I second this. If they think there is someone at home to do care they will try and discharge. My mum was a difficult patient and was discharged far too early and her care needs were downplayed. We were told her incontinence was due to waiting to ask to go and she slept “really well”. She was incontinent, barely mobile and waking 3/4 times throughout the night needing changing. We’re still waiting for her to get adequate care and it’s been 10 months. Stand firm.

LongDarkTeatime · 08/09/2021 22:38

@RentalsDrivingMeMental feeling for you. As others have said it’ll be a hard ride.
It should be possible to do a screening assessment for dementia in hospital, it just needs to be the correct one.
Have a search for your local Older Adult Psychology Service, give them a call and ask for advice re assessment.

GiveMeAUserName123 · 08/09/2021 22:39

So they are threatening your mum because your dad won’t ‘behave’.

Pathetic, she is not responsible for his behaviour, he has dementia!!!

I’ll tell them to stop threatening straight away and get care in place for him.

Purpleheadgirl · 08/09/2021 22:48

The matron shouldn't have said those things but may have been a misguided attempt to get get family to convince him to listen.

The person coming to the house for access, is probably an Occupational Therapist who will also look for any equipment that may help him. They can often advise on what care they would recommend but usually down to Social Worker or CCO to arrange.However the patient , not just the family, has to agree to this - no-one make the patient accept either equipment or carers if they have capacity.

The Dr is right that they are unliky to formally assess for in depth cognitive problems such as dementia, I hospital. The patient under the mental capacity act has the right to refuse things and make decisions, that you or others feel inappropriate.....if they have capacity. Staff should be obtaining informed consent for anything from meals, medications......amd crucially in this situation, discharge planning. If there is any consideration that they may either be confused, 2 stage assessment of capacity for each particular task should be undertaken by the relevant person.

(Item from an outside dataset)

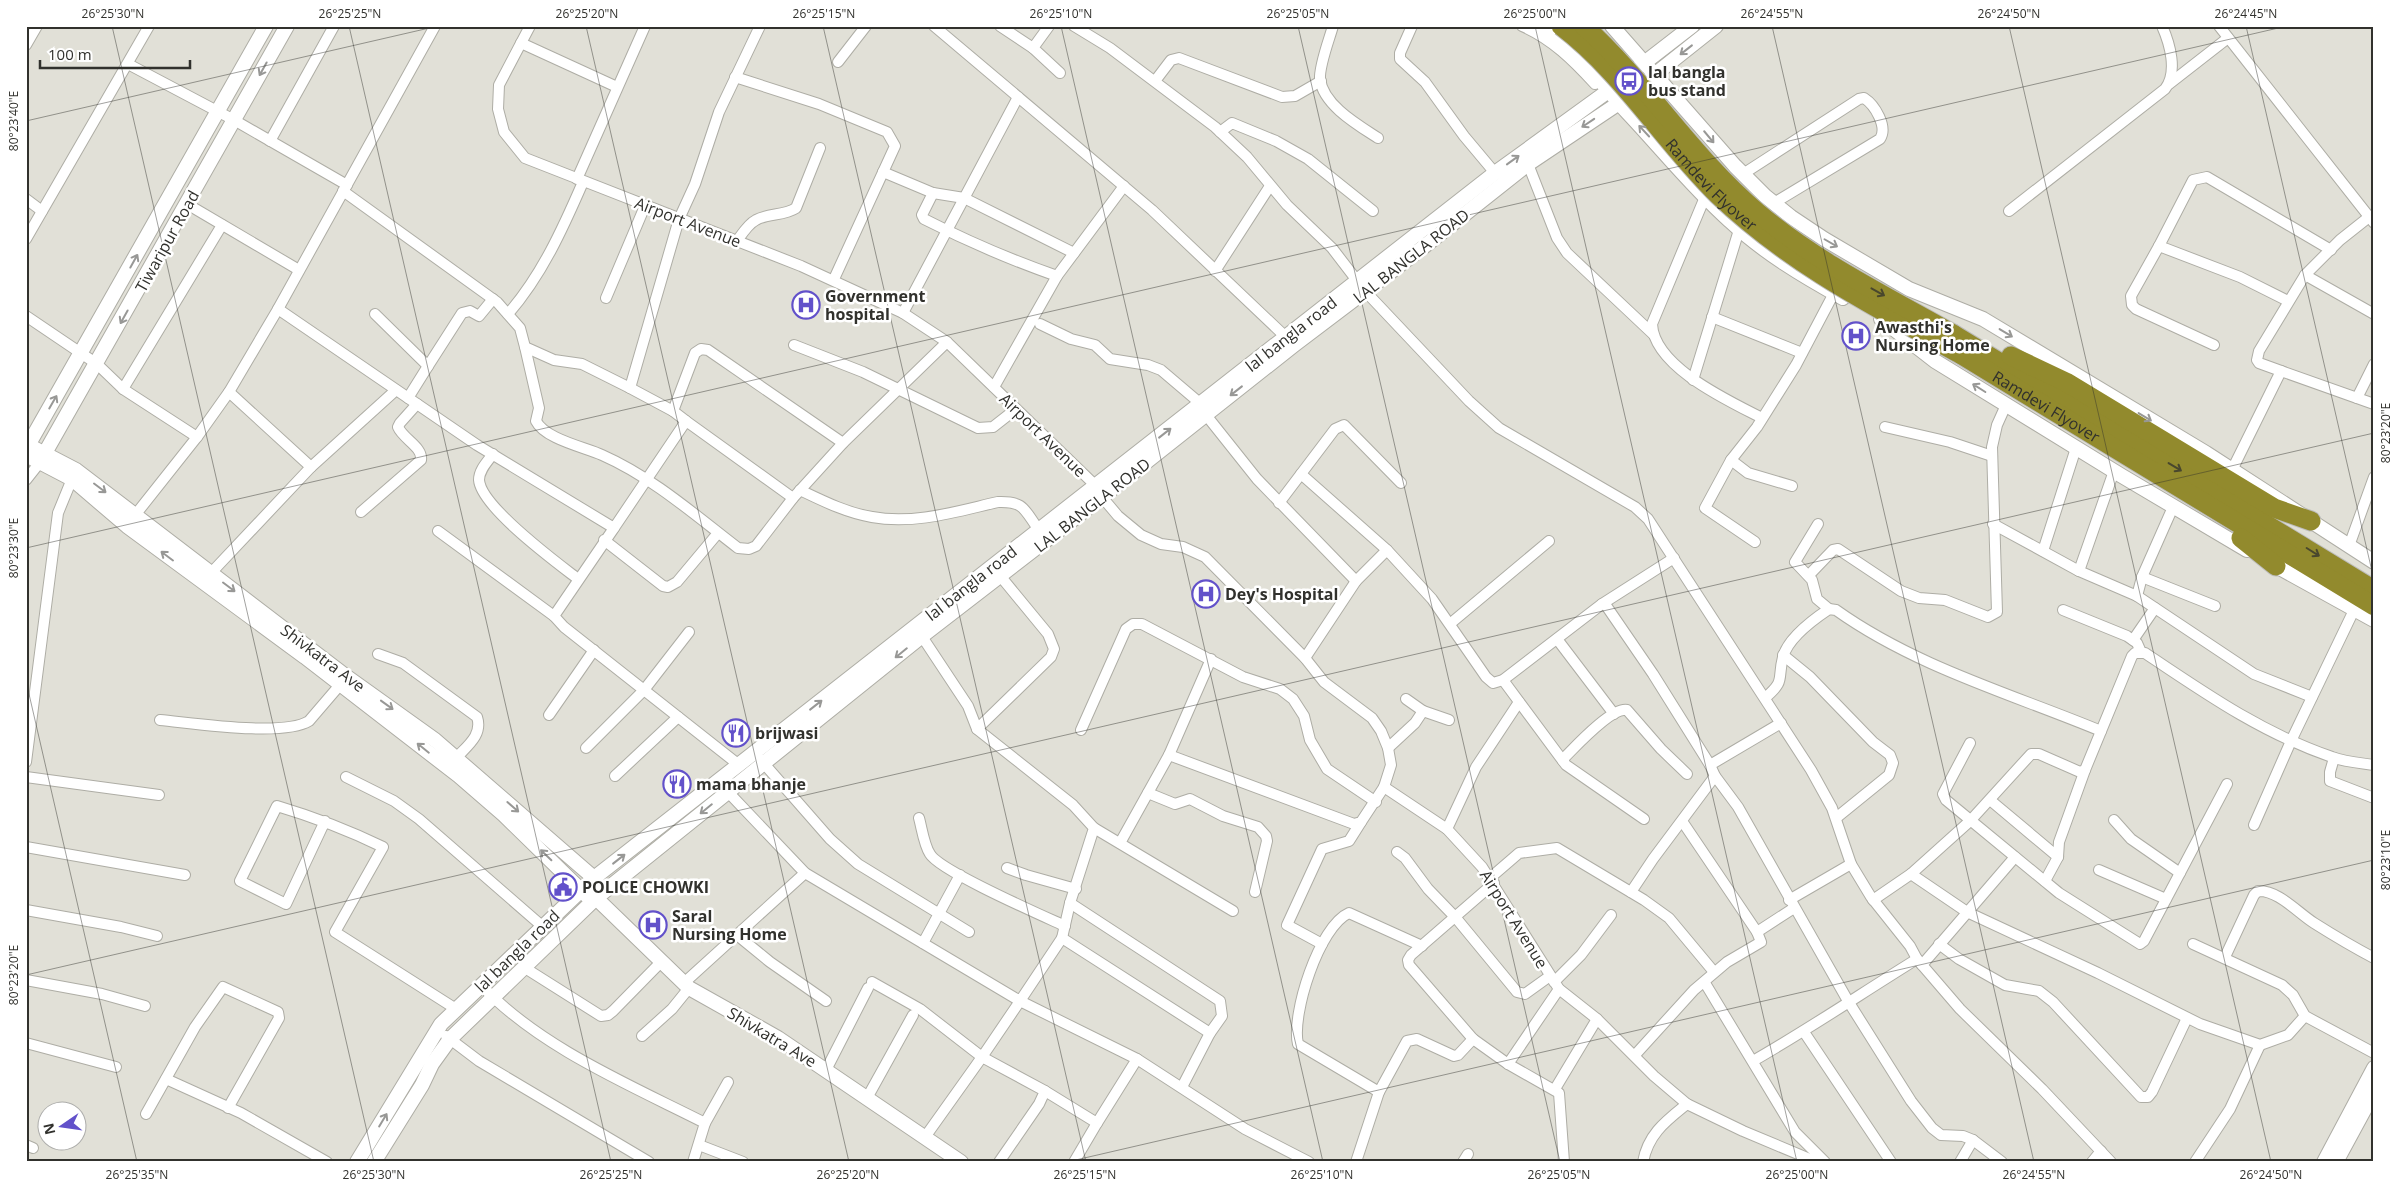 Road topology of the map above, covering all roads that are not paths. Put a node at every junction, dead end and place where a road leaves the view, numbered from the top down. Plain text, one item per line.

If this is not passed, some things can be effectively done in their best interest. Social worker should then do detailed assessment of discharge needs..which may end up with them putting carers in even if he doesn't want them.

Now if he is found to have capacity, he has the right to refuse everything......in which case if he isn't engaging and actually following advice ...then they are probably left with no choice to discharge him. In this case , make sure you get any contact numbers for your local social services, amd therapy teams, so that you or gp if appropriate can refer your dad to them upon discharge. ....but generally someone in a hospital bed will get priority into provision of care.